Após cinco anos no Grupo RBS, tendo que fazer o projeto Balada do Pretinho e, por isso, não tendo finais de semana livres, hoje, Cagê faz questão de ficar em casa nos períodos de folga. "Sempre que posso, quero curtir minha casa, a churrasqueira, o fogão a lenha, a piscina, entre outros", afirma. E por falar nisso, virginiano convicto que é, ele diz que é tão organizado, a ponto de ser chato. "A Andressa e o Artur dizem que tenho TOC (Transtorno Obsessivo Compulsivo). Meus discos e CDs, por exemplo, são todos arrumados em ordem alfabética. Mas como vou me achar no meio de mais de 5 mil títulos?", justifica-se. Entre suas características também cita a fidelidade em qualquer tipo de relacionamento. Talvez por isso, segundo reflete, tenha dificuldade de entender rasteiras e falta de honestidade. Como defeito, pensa, ri sozinho e admite: "Sou mal-humorado. Às vezes nem eu me aguento".

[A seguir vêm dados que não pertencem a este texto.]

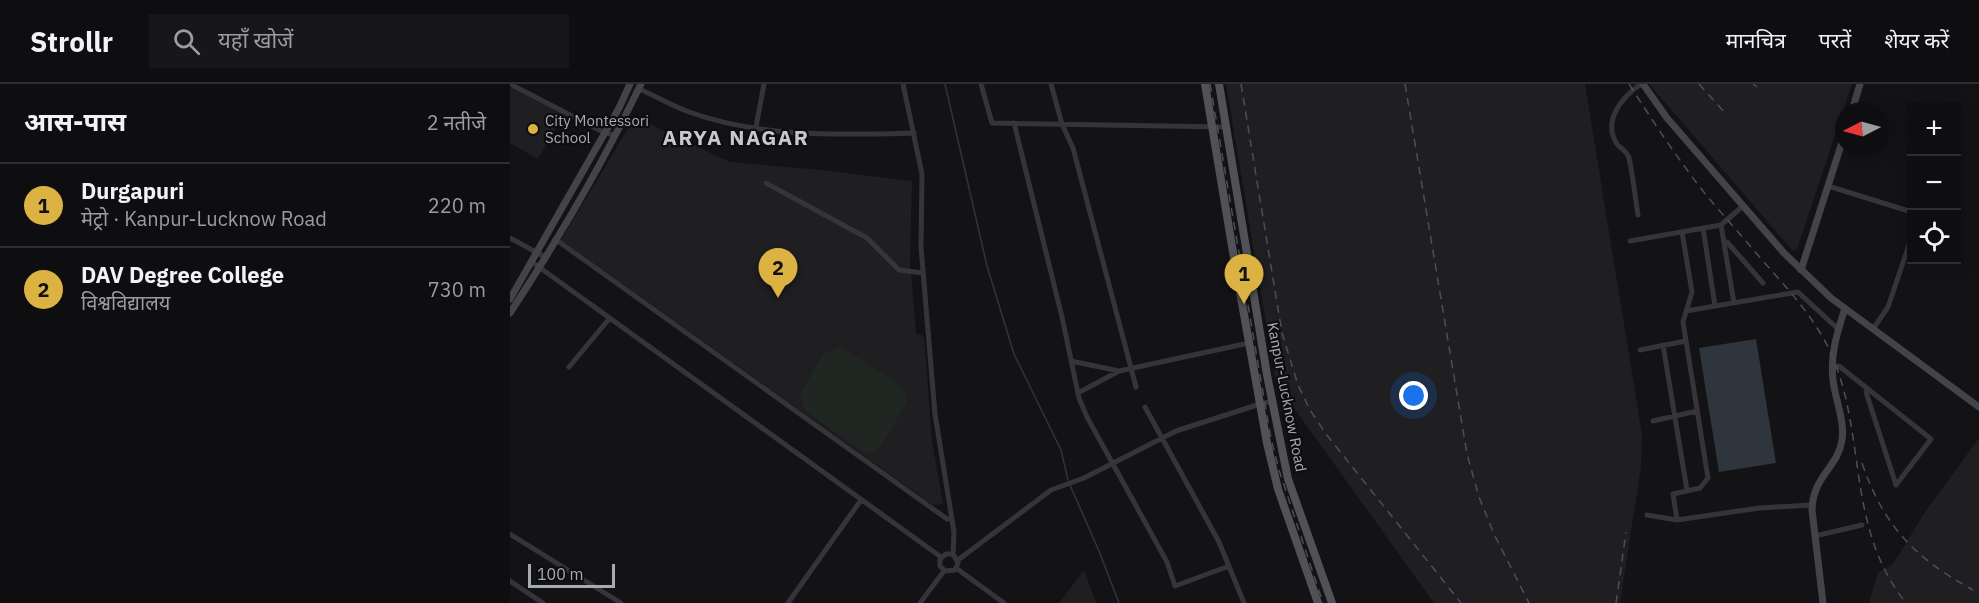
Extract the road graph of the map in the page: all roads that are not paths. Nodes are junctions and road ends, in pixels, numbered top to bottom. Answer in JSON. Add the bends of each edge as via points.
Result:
{"nodes":[{"id":1,"x":510,"y":84,"type":"edge"},
{"id":2,"x":764,"y":84,"type":"edge"},
{"id":3,"x":903,"y":84,"type":"edge"},
{"id":4,"x":981,"y":84,"type":"edge"},
{"id":5,"x":1050,"y":84,"type":"edge"},
{"id":6,"x":1205,"y":84,"type":"edge"},
{"id":7,"x":1219,"y":84,"type":"edge"},
{"id":8,"x":1642,"y":84,"type":"edge"},
{"id":9,"x":1860,"y":84,"type":"edge"},
{"id":10,"x":636,"y":85,"type":"edge"},
{"id":11,"x":630,"y":96,"type":"junction"},
{"id":12,"x":1855,"y":102,"type":"edge"},
{"id":13,"x":620,"y":105,"type":"junction"},
{"id":14,"x":629,"y":110,"type":"junction"},
{"id":15,"x":1014,"y":123,"type":"junction"},
{"id":16,"x":1062,"y":124,"type":"junction"},
{"id":17,"x":1212,"y":126,"type":"junction"},
{"id":18,"x":756,"y":127,"type":"junction"},
{"id":19,"x":1225,"y":127,"type":"junction"},
{"id":20,"x":604,"y":133,"type":"junction"},
{"id":21,"x":915,"y":133,"type":"junction"},
{"id":22,"x":615,"y":135,"type":"junction"},
{"id":23,"x":1838,"y":156,"type":"edge"},
{"id":24,"x":766,"y":183,"type":"dead end"},
{"id":25,"x":1828,"y":186,"type":"junction"},
{"id":26,"x":1743,"y":206,"type":"junction"},
{"id":27,"x":1907,"y":212,"type":"edge"},
{"id":28,"x":1638,"y":215,"type":"dead end"},
{"id":29,"x":1721,"y":225,"type":"junction"},
{"id":30,"x":1703,"y":228,"type":"junction"},
{"id":31,"x":1682,"y":232,"type":"junction"},
{"id":32,"x":510,"y":238,"type":"edge"},
{"id":33,"x":555,"y":239,"type":"junction"},
{"id":34,"x":1630,"y":241,"type":"dead end"},
{"id":35,"x":1724,"y":243,"type":"junction"},
{"id":36,"x":1907,"y":248,"type":"edge"},
{"id":37,"x":537,"y":253,"type":"junction"},
{"id":38,"x":545,"y":257,"type":"junction"},
{"id":39,"x":532,"y":262,"type":"junction"},
{"id":40,"x":538,"y":267,"type":"junction"},
{"id":41,"x":1801,"y":270,"type":"junction"},
{"id":42,"x":923,"y":273,"type":"junction"},
{"id":43,"x":1763,"y":283,"type":"dead end"},
{"id":44,"x":510,"y":299,"type":"edge"},
{"id":45,"x":1734,"y":303,"type":"junction"},
{"id":46,"x":1715,"y":306,"type":"junction"},
{"id":47,"x":1845,"y":308,"type":"junction"},
{"id":48,"x":1686,"y":311,"type":"junction"},
{"id":49,"x":510,"y":313,"type":"edge"},
{"id":50,"x":609,"y":319,"type":"junction"},
{"id":51,"x":1838,"y":329,"type":"junction"},
{"id":52,"x":1873,"y":329,"type":"junction"},
{"id":53,"x":1686,"y":341,"type":"junction"},
{"id":54,"x":1249,"y":343,"type":"junction"},
{"id":55,"x":1663,"y":345,"type":"junction"},
{"id":56,"x":1640,"y":350,"type":"dead end"},
{"id":57,"x":1071,"y":361,"type":"junction"},
{"id":58,"x":569,"y":367,"type":"dead end"},
{"id":59,"x":1131,"y":368,"type":"junction"},
{"id":60,"x":1832,"y":368,"type":"junction"},
{"id":61,"x":1119,"y":371,"type":"junction"},
{"id":62,"x":1136,"y":387,"type":"dead end"},
{"id":63,"x":1867,"y":388,"type":"junction"},
{"id":64,"x":1078,"y":393,"type":"junction"},
{"id":65,"x":1274,"y":401,"type":"junction"},
{"id":66,"x":1260,"y":404,"type":"junction"},
{"id":67,"x":1979,"y":406,"type":"edge"},
{"id":68,"x":1144,"y":407,"type":"dead end"},
{"id":69,"x":1697,"y":411,"type":"junction"},
{"id":70,"x":1674,"y":414,"type":"junction"},
{"id":71,"x":1653,"y":421,"type":"dead end"},
{"id":72,"x":1162,"y":437,"type":"junction"},
{"id":73,"x":1112,"y":462,"type":"junction"},
{"id":74,"x":1687,"y":490,"type":"junction"},
{"id":75,"x":861,"y":500,"type":"junction"},
{"id":76,"x":1812,"y":505,"type":"junction"},
{"id":77,"x":1647,"y":514,"type":"dead end"},
{"id":78,"x":952,"y":518,"type":"junction"},
{"id":79,"x":1677,"y":520,"type":"junction"},
{"id":80,"x":1862,"y":525,"type":"dead end"},
{"id":81,"x":510,"y":534,"type":"edge"},
{"id":82,"x":1815,"y":536,"type":"junction"},
{"id":83,"x":953,"y":554,"type":"junction"},
{"id":84,"x":941,"y":557,"type":"junction"},
{"id":85,"x":958,"y":560,"type":"junction"},
{"id":86,"x":1229,"y":566,"type":"junction"},
{"id":87,"x":956,"y":568,"type":"junction"},
{"id":88,"x":944,"y":571,"type":"junction"},
{"id":89,"x":510,"y":581,"type":"edge"},
{"id":90,"x":922,"y":602,"type":"edge"},
{"id":91,"x":543,"y":603,"type":"edge"},
{"id":92,"x":621,"y":603,"type":"edge"},
{"id":93,"x":789,"y":603,"type":"edge"},
{"id":94,"x":1004,"y":603,"type":"edge"},
{"id":95,"x":1244,"y":603,"type":"edge"},
{"id":96,"x":1318,"y":603,"type":"edge"},
{"id":97,"x":1332,"y":603,"type":"edge"},
{"id":98,"x":1823,"y":603,"type":"edge"}],
"edges":[{"from":1,"to":20,"type":"street"},
{"from":2,"to":18,"type":"street"},
{"from":3,"to":21,"type":"street"},
{"from":4,"to":15,"type":"street","via":[[992,123]]},
{"from":5,"to":16,"type":"street"},
{"from":6,"to":17,"type":"main road","name":"Kanpur-Lucknow Road"},
{"from":7,"to":19,"type":"main road","name":"Kanpur-Lucknow Road"},
{"from":8,"to":26,"type":"main road"},
{"from":8,"to":28,"type":"street","via":[[1615,111],[1611,123],[1616,142],[1628,155]]},
{"from":9,"to":12,"type":"main road"},
{"from":10,"to":11,"type":"main road"},
{"from":10,"to":13,"type":"main road"},
{"from":10,"to":14,"type":"main road"},
{"from":10,"to":18,"type":"street","via":[[689,112]]},
{"from":11,"to":13,"type":"main road"},
{"from":11,"to":14,"type":"main road"},
{"from":13,"to":20,"type":"main road"},
{"from":14,"to":22,"type":"main road"},
{"from":15,"to":16,"type":"street"},
{"from":15,"to":57,"type":"street"},
{"from":16,"to":17,"type":"street"},
{"from":16,"to":59,"type":"street","via":[[1073,148]]},
{"from":17,"to":19,"type":"street"},
{"from":17,"to":54,"type":"main road","name":"Kanpur-Lucknow Road"},
{"from":18,"to":21,"type":"street","via":[[826,135]]},
{"from":19,"to":65,"type":"main road","name":"Kanpur-Lucknow Road"},
{"from":20,"to":22,"type":"street"},
{"from":20,"to":37,"type":"main road"},
{"from":21,"to":42,"type":"street","via":[[922,174]]},
{"from":22,"to":33,"type":"main road"},
{"from":23,"to":25,"type":"main road"},
{"from":24,"to":42,"type":"street","via":[[867,238],[900,270]]},
{"from":25,"to":27,"type":"street"},
{"from":25,"to":41,"type":"main road"},
{"from":26,"to":29,"type":"street"},
{"from":26,"to":41,"type":"main road"},
{"from":29,"to":30,"type":"street"},
{"from":29,"to":35,"type":"street"},
{"from":30,"to":31,"type":"street"},
{"from":30,"to":46,"type":"street"},
{"from":31,"to":34,"type":"street"},
{"from":31,"to":48,"type":"street","via":[[1692,292]]},
{"from":32,"to":37,"type":"street"},
{"from":33,"to":38,"type":"main road"},
{"from":33,"to":78,"type":"street","via":[[947,519]]},
{"from":35,"to":43,"type":"street"},
{"from":35,"to":45,"type":"street"},
{"from":36,"to":52,"type":"street","via":[[1888,307]]},
{"from":37,"to":38,"type":"street"},
{"from":37,"to":39,"type":"main road"},
{"from":38,"to":40,"type":"main road"},
{"from":39,"to":40,"type":"street"},
{"from":39,"to":44,"type":"main road"},
{"from":40,"to":49,"type":"main road"},
{"from":40,"to":50,"type":"street"},
{"from":41,"to":47,"type":"main road"},
{"from":42,"to":78,"type":"street","via":[[935,414]]},
{"from":45,"to":46,"type":"street"},
{"from":45,"to":51,"type":"street","via":[[1798,292]]},
{"from":46,"to":48,"type":"street"},
{"from":47,"to":51,"type":"main road"},
{"from":47,"to":52,"type":"main road"},
{"from":48,"to":53,"type":"street"},
{"from":50,"to":58,"type":"street"},
{"from":50,"to":75,"type":"street"},
{"from":51,"to":60,"type":"main road"},
{"from":52,"to":67,"type":"main road"},
{"from":53,"to":55,"type":"street"},
{"from":53,"to":69,"type":"street"},
{"from":54,"to":59,"type":"street"},
{"from":54,"to":66,"type":"main road","name":"Kanpur-Lucknow Road"},
{"from":55,"to":56,"type":"street"},
{"from":55,"to":70,"type":"street"},
{"from":57,"to":61,"type":"street"},
{"from":57,"to":64,"type":"street"},
{"from":59,"to":61,"type":"street"},
{"from":59,"to":62,"type":"street"},
{"from":60,"to":63,"type":"street","via":[[1839,366]]},
{"from":60,"to":76,"type":"main road","via":[[1843,435],[1840,451],[1817,485]]},
{"from":61,"to":64,"type":"street"},
{"from":63,"to":63,"type":"street","via":[[1866,392],[1896,485],[1931,439]]},
{"from":64,"to":73,"type":"street"},
{"from":65,"to":66,"type":"street"},
{"from":65,"to":97,"type":"main road","name":"Kanpur-Lucknow Road","via":[[1288,479]]},
{"from":66,"to":72,"type":"street"},
{"from":66,"to":96,"type":"main road","name":"Kanpur-Lucknow Road","via":[[1278,489]]},
{"from":68,"to":72,"type":"street"},
{"from":69,"to":70,"type":"street"},
{"from":69,"to":74,"type":"street","via":[[1708,478],[1701,488]]},
{"from":70,"to":71,"type":"street"},
{"from":70,"to":74,"type":"street"},
{"from":72,"to":73,"type":"street"},
{"from":72,"to":86,"type":"street"},
{"from":73,"to":85,"type":"street","via":[[1051,490]]},
{"from":73,"to":86,"type":"street","via":[[1167,562],[1175,585]]},
{"from":74,"to":79,"type":"street","via":[[1673,494]]},
{"from":75,"to":84,"type":"street"},
{"from":75,"to":93,"type":"street"},
{"from":76,"to":79,"type":"street"},
{"from":76,"to":82,"type":"main road"},
{"from":77,"to":79,"type":"street"},
{"from":78,"to":83,"type":"street"},
{"from":80,"to":82,"type":"street"},
{"from":81,"to":92,"type":"street"},
{"from":82,"to":98,"type":"main road"},
{"from":83,"to":84,"type":"street"},
{"from":83,"to":85,"type":"street"},
{"from":84,"to":88,"type":"street"},
{"from":85,"to":87,"type":"street"},
{"from":86,"to":95,"type":"street"},
{"from":87,"to":88,"type":"street"},
{"from":87,"to":94,"type":"street"},
{"from":88,"to":90,"type":"street"},
{"from":89,"to":91,"type":"street"}]}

A cozinha é um ambiente ao qual admira, mas não para pilotar o fogão, só conduz mesmo a churrasqueira. "Gosto do ritual da gastronomia. Quando a Andressa vai fazer algo especial, eu participo: corto os ingredientes, lavo a louça, abro o vinho, boto som", relata, confessando que já tentou, mas não consegue cozinhar. No cardápio de preferências, aliás, gosta da culinária simples, como carne de panela com molho, arroz e feijão, mas não dispensa algo mais sofisticado. Para passar o tempo, os livros são uma paixão. Ele está sempre lendo algo e se orgulha de ter passado a prática para o filho - o que pode ser confirmado pela sala da casa na Zona Sul, repleta de obras pelas estantes. "Tenho certeza, porque já passei por isso, que um livro pode mudar a vida de alguém, de verdade. Chego a ler o mesmo livro mais de uma vez."

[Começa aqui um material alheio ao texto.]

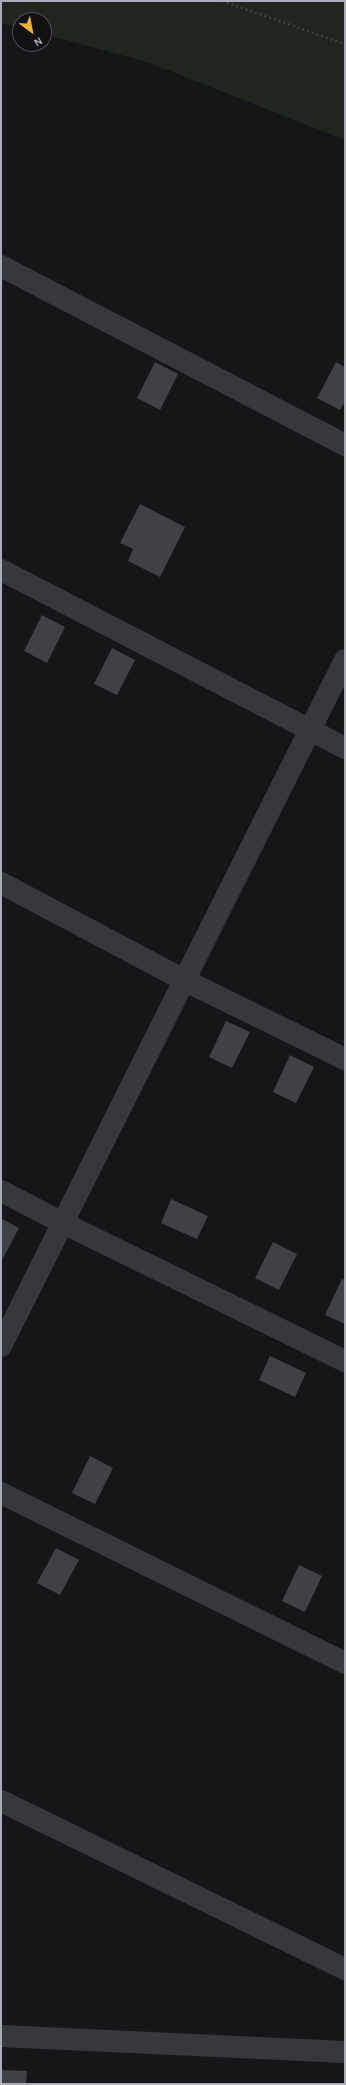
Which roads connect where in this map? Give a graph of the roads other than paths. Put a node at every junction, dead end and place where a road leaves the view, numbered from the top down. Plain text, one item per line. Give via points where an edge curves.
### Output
1 (1, 266) edge
2 (345, 445) edge
3 (1, 570) edge
4 (345, 660) edge
5 (310, 731) junction
6 (345, 748) edge
7 (1, 882) edge
8 (184, 980) junction
9 (345, 1059) edge
10 (1, 1191) edge
11 (63, 1223) junction
12 (1, 1346) edge
13 (345, 1362) edge
14 (1, 1492) edge
15 (345, 1663) edge
16 (1, 1801) edge
17 (345, 1969) edge
18 (1, 2036) edge
19 (345, 2052) edge

1 - 2 street
3 - 5 street
4 - 5 street
5 - 6 street
5 - 8 street
7 - 8 street
8 - 9 street
8 - 11 street
10 - 11 street
11 - 12 street
11 - 13 street
14 - 15 street
16 - 17 street
18 - 19 street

Para assistir, gosta de filmes independentes e pouco comerciais, e não se presta a ver algo sobre guerras, com atentados e explosões. "Ou vejo algo bem feito, ou nem tento assistir. Acho que esse lado mais alternativo é fruto da minha escola na Ipanema; esta é a minha essência", reflete. O que um comunicador de rádio FM ouve? Bem, considerando a formação no rock, este é o estilo favorito, mas também tem em seu iPhone, por exemplo, Beth Carvalho, Paulinho da Viola, Carlos Gardel, entre outros. E por falar em música, um dos momentos de glória da vida de Cagê foi compartilhado com Artur: "Levei ele ao show do Paul MacCartey, botei o guri na minha garupa e curtimos muito. Sentir a empolgação dele do meu lado naquele momento, foi demais", lembra.

Pela verdade, sempre

Definitivamente, Cagê não se sente um profissional realizado e acha que ainda tem um longo caminho a ser percorrido e muito a contribuir. "Acho que me sentir realizado seria uma forma de me sentir conformado, o que não acontece", pondera. Entre os planos, está a enorme vontade de crescer nos Esportes, fazendo até jornadas. Apesar de ser gremista assumido, o desafio atual é ser o mais imparcial possível. "Estou trabalhando para levar a minha paixão em paralelo com a profissão, já que estou em um programa de esportes. E acho que tenho conseguido."

Para se definir, ele nem precisa pensar muito. Diz que é um cara verdadeiro, que não pretende se acostumar com a falta de caráter das pessoas e que está sempre em busca do que é melhor para ele, os amigos, a família e o mundo. Ele garante que uma das melhores sensações de quem é assim é poder deitar a cabeça no travesseiro de noite e dormir tranquilo. "É isso que eu quero para mim e é assim que quero educar meu filho."